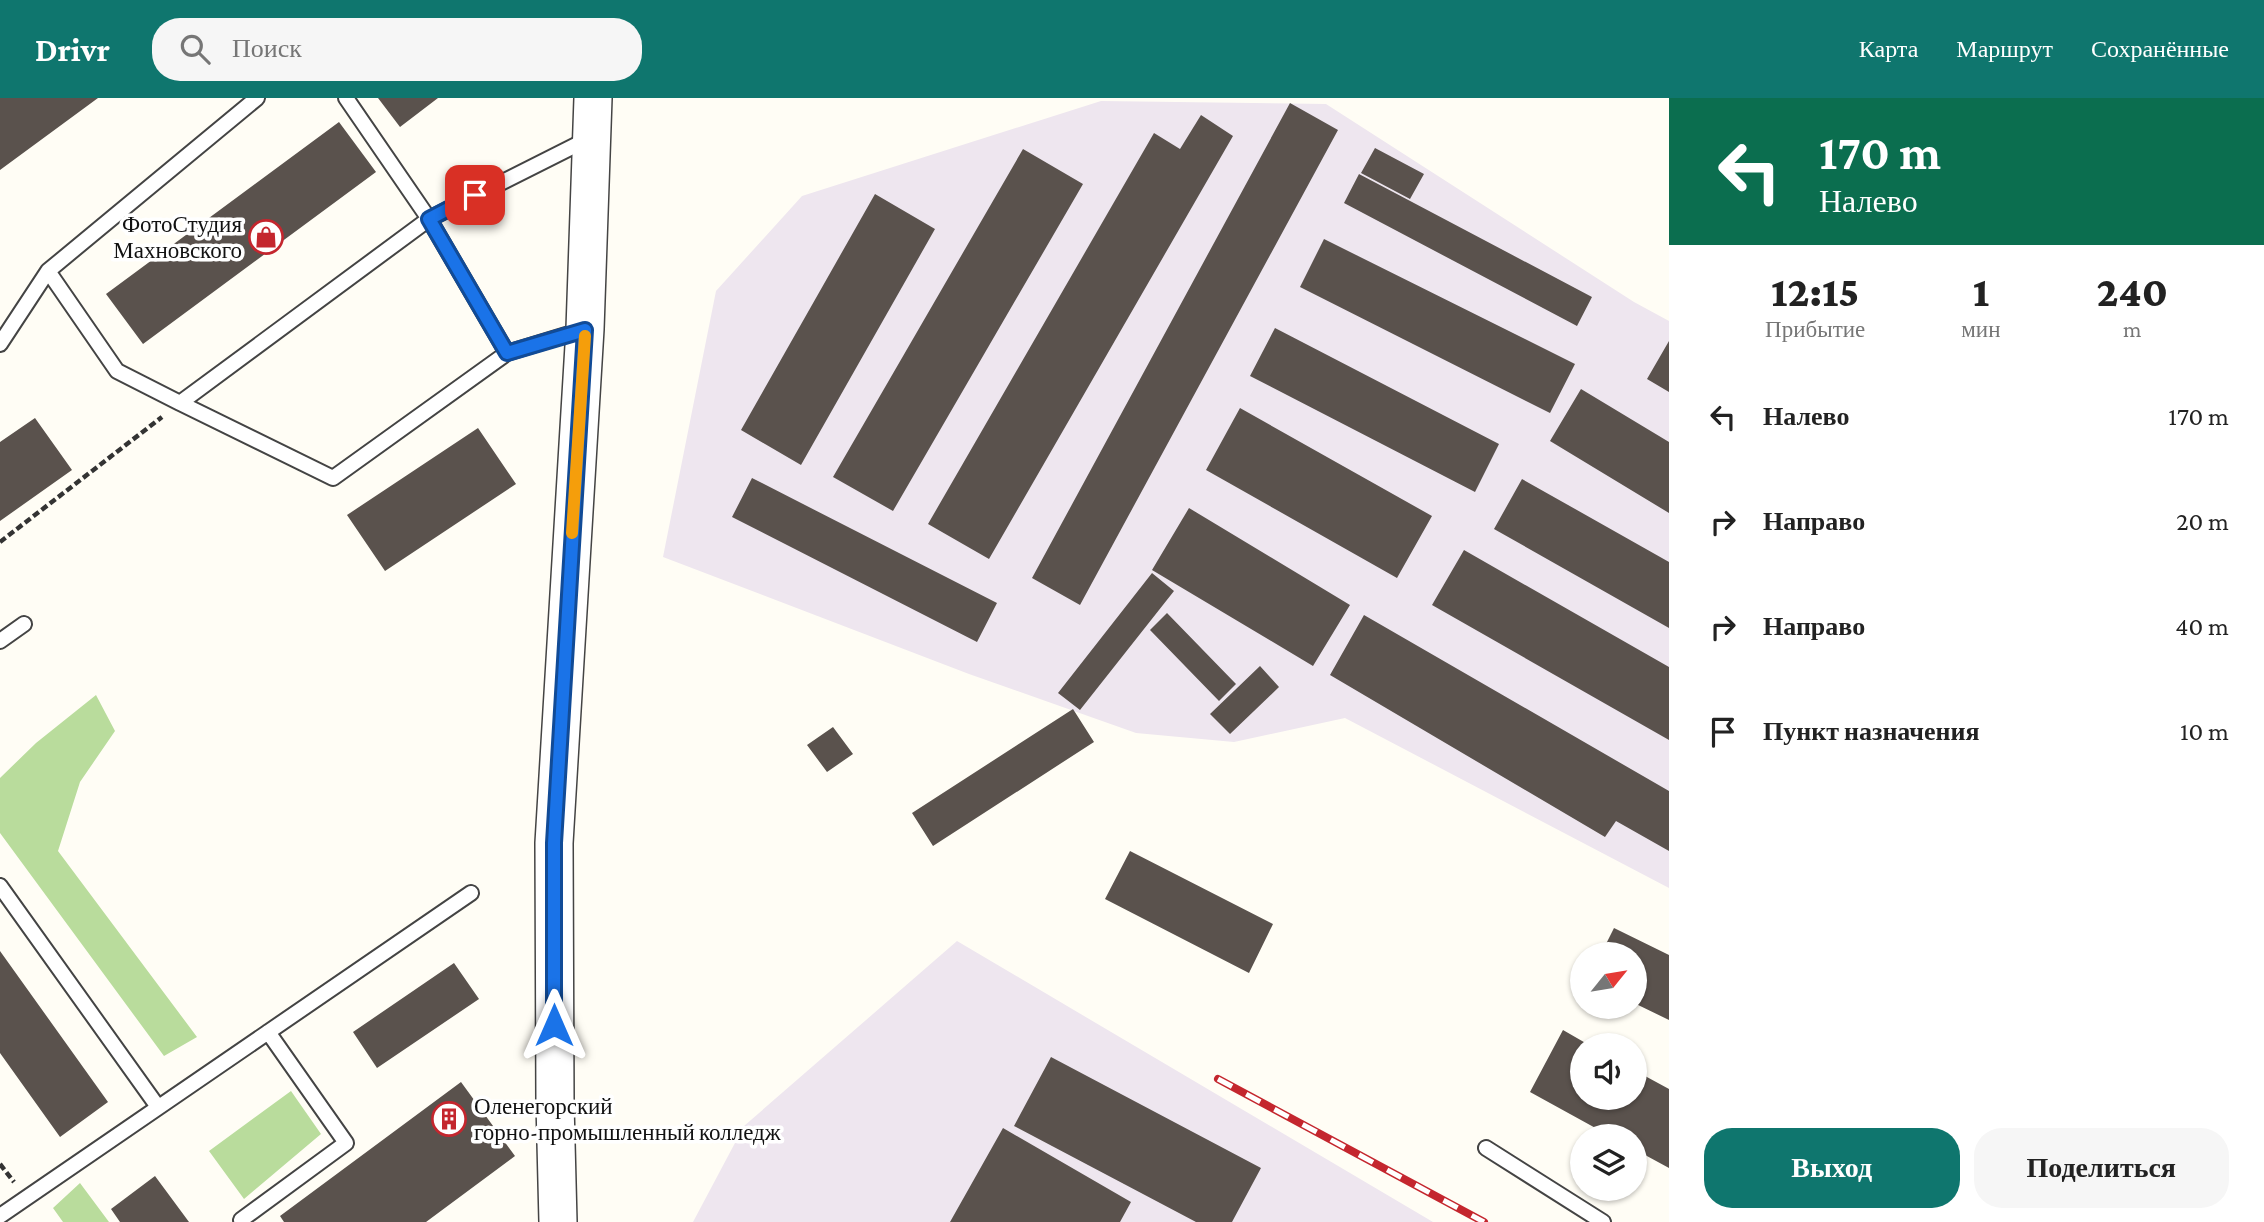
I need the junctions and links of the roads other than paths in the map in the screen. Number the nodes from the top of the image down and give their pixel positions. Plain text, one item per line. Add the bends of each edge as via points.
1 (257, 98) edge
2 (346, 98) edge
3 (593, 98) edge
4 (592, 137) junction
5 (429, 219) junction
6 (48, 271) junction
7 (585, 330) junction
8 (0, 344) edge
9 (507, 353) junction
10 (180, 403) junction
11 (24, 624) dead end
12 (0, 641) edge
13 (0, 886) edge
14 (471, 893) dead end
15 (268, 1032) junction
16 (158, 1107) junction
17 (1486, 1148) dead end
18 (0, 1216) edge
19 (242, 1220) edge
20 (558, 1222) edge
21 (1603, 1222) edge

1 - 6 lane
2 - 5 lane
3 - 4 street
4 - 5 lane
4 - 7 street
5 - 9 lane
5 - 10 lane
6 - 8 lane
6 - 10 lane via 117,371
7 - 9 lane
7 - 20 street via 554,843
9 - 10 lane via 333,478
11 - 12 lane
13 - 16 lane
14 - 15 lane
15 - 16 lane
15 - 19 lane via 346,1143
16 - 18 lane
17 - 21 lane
────────
Activity: An exact printout of the listing is needed, minus any pictures it contains.

Finished task:
I need the junctions and links of the roads other than paths in the map in the screen. Number the nodes from the top of the image down and give their pixel positions. Plain text, one item per line. Add the bends of each edge as via points.
1 (257, 98) edge
2 (346, 98) edge
3 (593, 98) edge
4 (592, 137) junction
5 (429, 219) junction
6 (48, 271) junction
7 (585, 330) junction
8 (0, 344) edge
9 (507, 353) junction
10 (180, 403) junction
11 (24, 624) dead end
12 (0, 641) edge
13 (0, 886) edge
14 (471, 893) dead end
15 (268, 1032) junction
16 (158, 1107) junction
17 (1486, 1148) dead end
18 (0, 1216) edge
19 (242, 1220) edge
20 (558, 1222) edge
21 (1603, 1222) edge

1 - 6 lane
2 - 5 lane
3 - 4 street
4 - 5 lane
4 - 7 street
5 - 9 lane
5 - 10 lane
6 - 8 lane
6 - 10 lane via 117,371
7 - 9 lane
7 - 20 street via 554,843
9 - 10 lane via 333,478
11 - 12 lane
13 - 16 lane
14 - 15 lane
15 - 16 lane
15 - 19 lane via 346,1143
16 - 18 lane
17 - 21 lane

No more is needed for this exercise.